# Another One Bites the Dust



## SharpShooter14 (Dec 25, 2007)

Earlier on i posted a thread about my first ever squirrel.

Well, now i have a second!
This one was abit easier, and i also used a different pellet. This grey was abit smaller than the last and with a quick shot from my HW57, out flew an Accuppell and landed straight in the critters eye. Stone dead before it hit the ground, unlike the last one that twitched abit.

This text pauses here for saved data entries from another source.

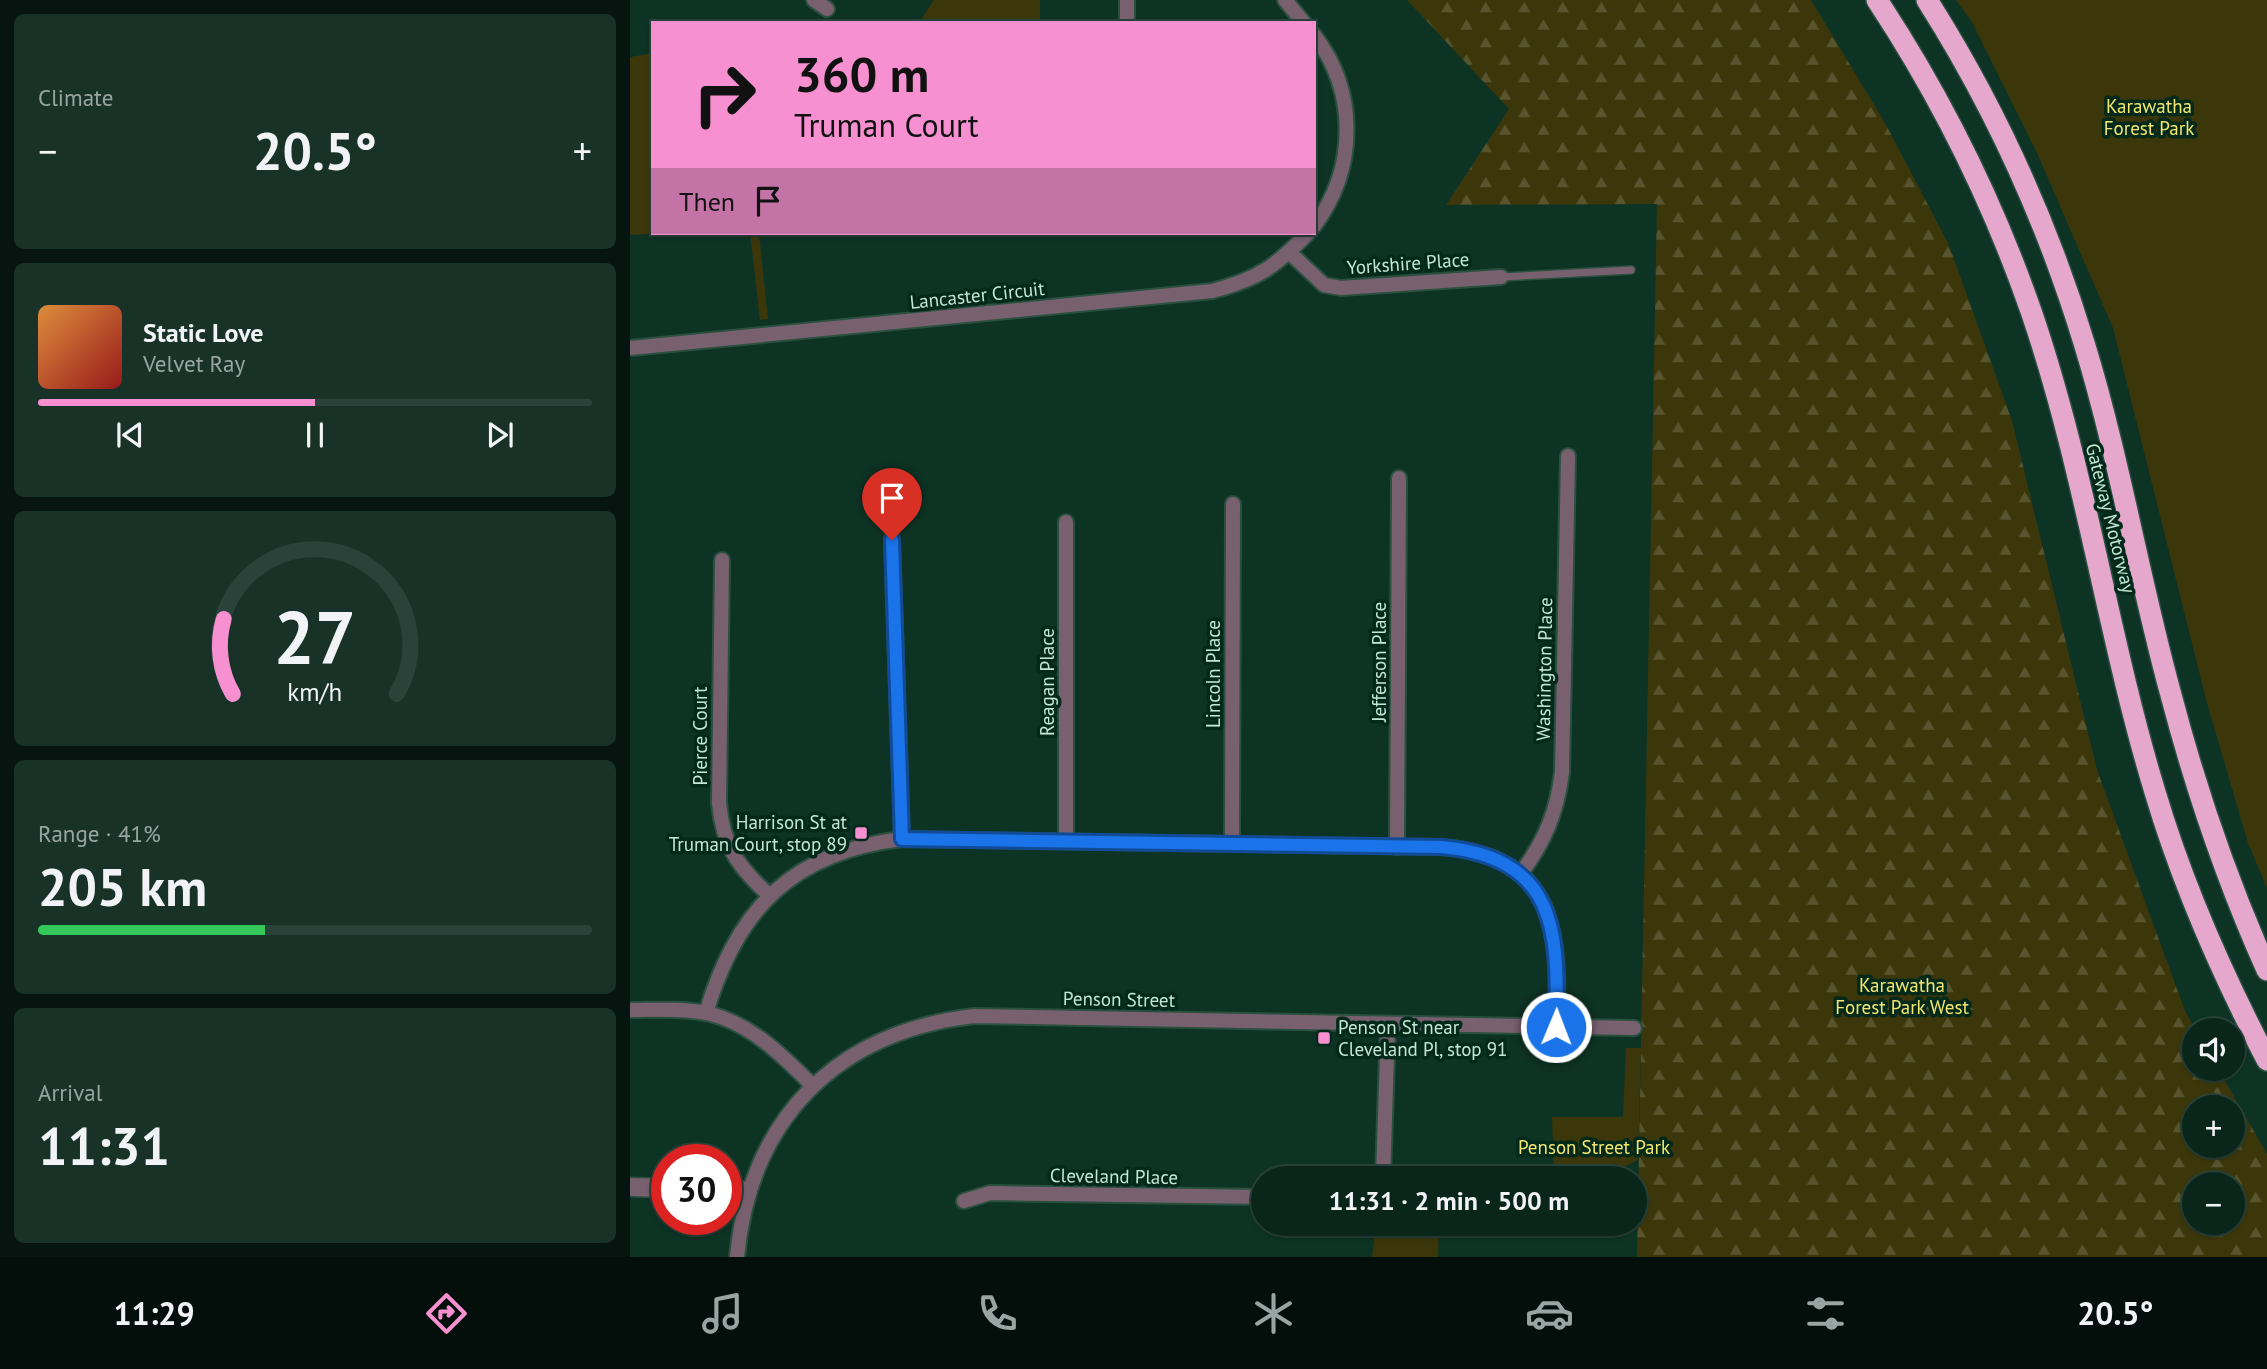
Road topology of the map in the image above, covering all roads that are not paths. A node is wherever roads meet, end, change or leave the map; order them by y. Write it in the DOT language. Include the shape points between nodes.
graph roads {
  1 [pos="814,0"];
  2 [pos="1127,0"];
  3 [pos="1285,0"];
  4 [pos="1877,0"];
  5 [pos="1927,0"];
  6 [pos="827,9"];
  7 [pos="1127,21"];
  8 [pos="1302,21"];
  9 [pos="1316,38"];
  10 [pos="1316,223"];
  11 [pos="1306,235"];
  12 [pos="1289,252"];
  13 [pos="1631,270"];
  14 [pos="1501,277"];
  15 [pos="630,348"];
  16 [pos="1569,456"];
  17 [pos="1399,478"];
  18 [pos="1233,504"];
  19 [pos="1066,522"];
  20 [pos="892,540"];
  21 [pos="722,560"];
  22 [pos="902,839"];
  23 [pos="1066,841"];
  24 [pos="1232,844"];
  25 [pos="1397,847"];
  26 [pos="1521,873"];
  27 [pos="770,896"];
  28 [pos="2267,970"];
  29 [pos="630,1010"];
  30 [pos="706,1013"];
  31 [pos="1388,1025"];
  32 [pos="1556,1027"];
  33 [pos="1634,1028"];
  34 [pos="2267,1060"];
  35 [pos="812,1085"];
  36 [pos="1383,1166"];
  37 [pos="630,1187"];
  38 [pos="651,1188"];
  39 [pos="742,1190"];
  40 [pos="748,1191"];
  41 [pos="1251,1197"];
  42 [pos="964,1201"];
  43 [pos="737,1257"];
  1 -- 6 [label="street"];
  2 -- 7 [label="street"];
  3 -- 8 [label="street"];
  4 -- 34 [label="highway, Gateway Motorway" via="1973,171 2031,312 2079,479 2154,791 2206,935"];
  5 -- 28 [label="highway, Gateway Motorway" via="1994,118 2064,281 2106,419 2193,775"];
  9 -- 10 [label="street" via="1343,90 1347,149 1329,206"];
  11 -- 12 [label="street, Lancaster Circuit"];
  12 -- 14 [label="street, Yorkshire Place" via="1324,285 1341,288"];
  12 -- 15 [label="street, Lancaster Circuit" via="1247,282 1212,291"];
  13 -- 14 [label="lane"];
  16 -- 26 [label="street, Washington Place" via="1562,772 1556,812"];
  17 -- 25 [label="street, Jefferson Place"];
  18 -- 24 [label="street, Lincoln Place"];
  19 -- 23 [label="street, Reagan Place"];
  20 -- 22 [label="street"];
  21 -- 27 [label="street, Pierce Court" via="722,832 734,858"];
  22 -- 23 [label="street"];
  22 -- 27 [label="street" via="837,851 803,869"];
  23 -- 24 [label="street"];
  24 -- 25 [label="street"];
  25 -- 26 [label="street" via="1472,851"];
  26 -- 32 [label="street" via="1537,893 1555,939"];
  27 -- 30 [label="street" via="731,953"];
  29 -- 30 [label="street"];
  30 -- 35 [label="street" via="755,1034"];
  31 -- 32 [label="street, Penson Street"];
  31 -- 35 [label="street, Penson Street" via="974,1016 902,1031 859,1052"];
  31 -- 36 [label="street"];
  32 -- 33 [label="street, Penson Street"];
  35 -- 40 [label="street, Penson Street" via="773,1136"];
  37 -- 38 [label="street"];
  39 -- 40 [label="street"];
  40 -- 43 [label="street, Penson Street"];
  41 -- 42 [label="street, Cleveland Place" via="990,1194"];
}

Two in one day. Not bad (for me :lol: )

Just thought you guys might like to know.


----------



## redneck19 (Jan 5, 2008)

well now get off the porch and get to the woods and see what kind of a hunter u really are


----------



## dfisher (Oct 12, 2007)

Yea, Looks like that one was coming up to get a peanut. Did he suck on your gun barrel? :lol:

Good luck,
Dan


----------



## scottjes000 (Jan 26, 2007)

nice shot :beer:


----------



## coyote_buster (Mar 11, 2007)

Do you have any other pics? I know that they will ussually bleed a bit but with all the anti hunters out just looking for garbage to make us look bad they could use that pic to make us as a group look ike a bunch of blood thirsty monsters. Now I know that this stuff happens and it just part of life but we want to have a good image. I'm not a mod and if you choose to leave it up there thats your desicion, I'm just tryin to keep you from getting in trouble with them.


----------



## SharpShooter14 (Dec 25, 2007)

Oops, thanks for the heads up mate, i'll take it off.

Better safe than sorry!


----------



## coyote_buster (Mar 11, 2007)

Not traying to be mean, just lettin ya know.


----------



## SharpShooter14 (Dec 25, 2007)

coyote_buster said:


> Not traying to be mean, just lettin ya know.


Yeh yeh no problems man. I didn't think you were trying to be mean.


----------



## gentleman4561 (Jul 16, 2007)

try getting into the woods its more sporting and more of a challenge anyone can hit them off thier porch


----------